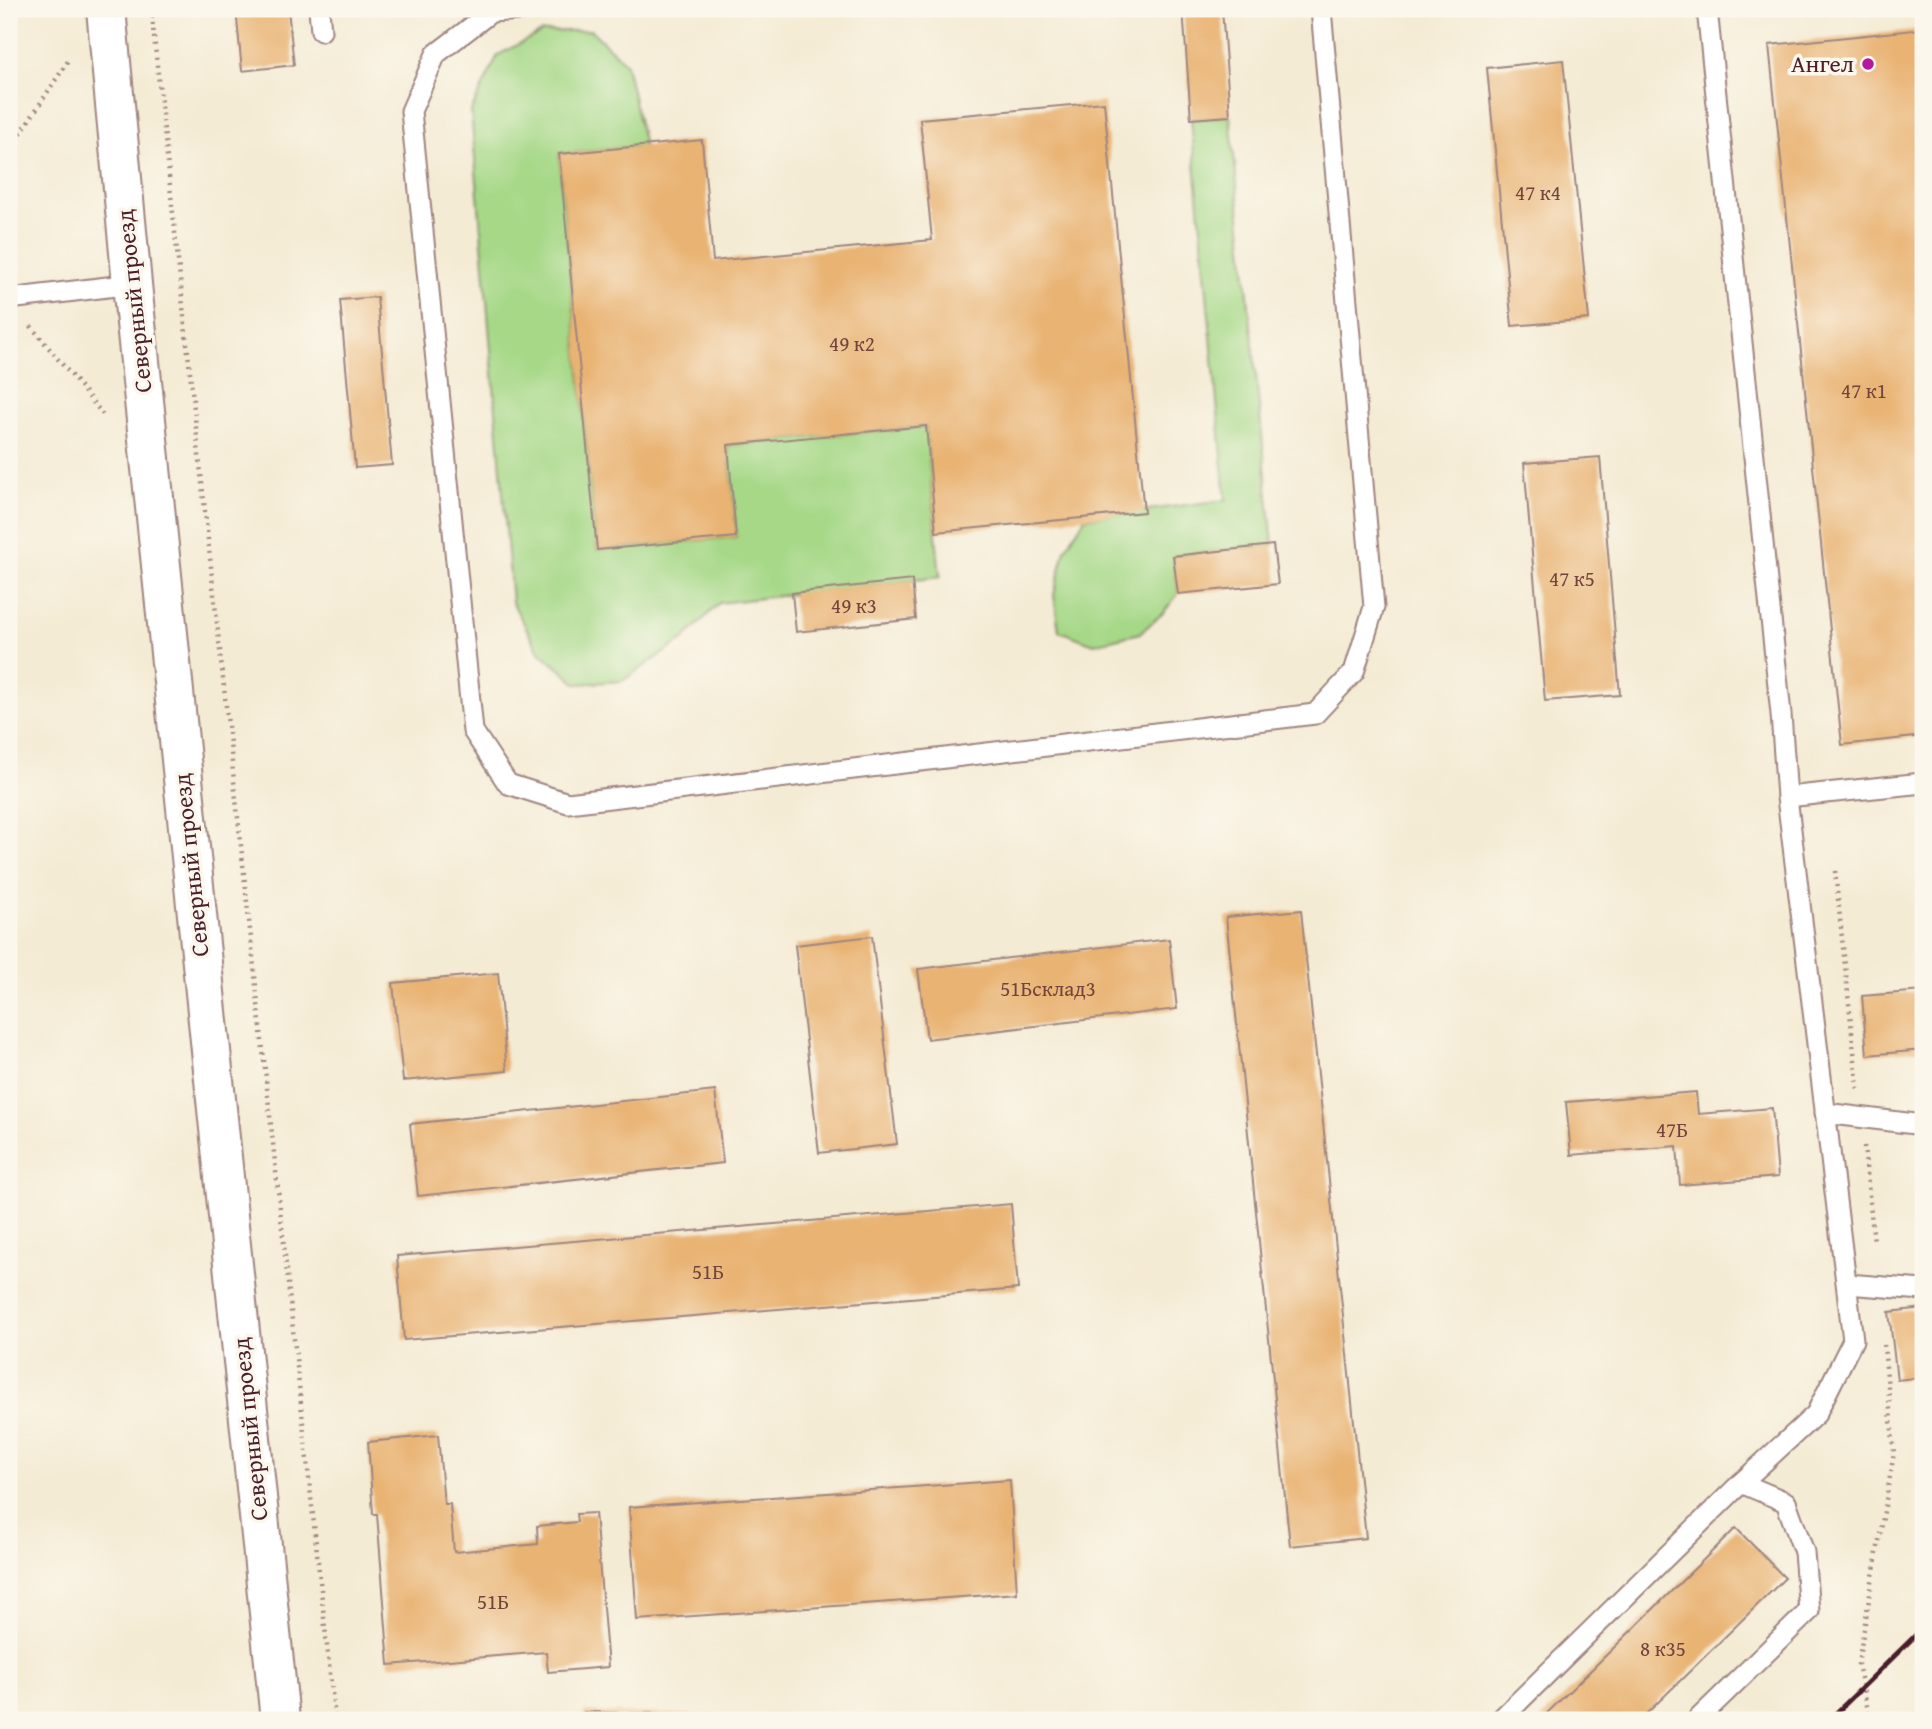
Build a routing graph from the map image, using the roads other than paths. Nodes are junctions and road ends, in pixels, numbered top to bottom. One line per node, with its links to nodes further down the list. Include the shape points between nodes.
1 (106, 9): 7 (street, Северный проезд)
2 (319, 9): 6 (lane)
3 (536, 9): 4 (lane, via 491,12 436,54 411,111 473,731 508,784 568,803 1314,714 1354,672 1374,607)
4 (1321, 9)
5 (1707, 9): 10 (lane)
6 (321, 31)
7 (132, 284): 8 (lane); 16 (street, Северный проезд)
8 (9, 299)
9 (1923, 783): 10 (lane)
10 (1787, 797): 11 (lane)
11 (1825, 1113): 12 (lane); 13 (lane)
12 (1923, 1125)
13 (1847, 1284): 14 (lane); 15 (lane, via 1853,1340 1816,1414)
14 (1923, 1290)
15 (1741, 1483): 17 (lane); 18 (lane, via 1786,1502 1804,1552 1809,1611)
16 (280, 1720)
17 (1500, 1720)
18 (1697, 1720)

━━━━━━━━━━

> _WORK TO COMPLETE_
Send back the entries above exactly. Skip the images.

> _SOLUTION FOR THIS EXERCISE_
Build a routing graph from the map image, using the roads other than paths. Nodes are junctions and road ends, in pixels, numbered top to bottom. One line per node, with its links to nodes further down the list. Include the shape points between nodes.
1 (106, 9): 7 (street, Северный проезд)
2 (319, 9): 6 (lane)
3 (536, 9): 4 (lane, via 491,12 436,54 411,111 473,731 508,784 568,803 1314,714 1354,672 1374,607)
4 (1321, 9)
5 (1707, 9): 10 (lane)
6 (321, 31)
7 (132, 284): 8 (lane); 16 (street, Северный проезд)
8 (9, 299)
9 (1923, 783): 10 (lane)
10 (1787, 797): 11 (lane)
11 (1825, 1113): 12 (lane); 13 (lane)
12 (1923, 1125)
13 (1847, 1284): 14 (lane); 15 (lane, via 1853,1340 1816,1414)
14 (1923, 1290)
15 (1741, 1483): 17 (lane); 18 (lane, via 1786,1502 1804,1552 1809,1611)
16 (280, 1720)
17 (1500, 1720)
18 (1697, 1720)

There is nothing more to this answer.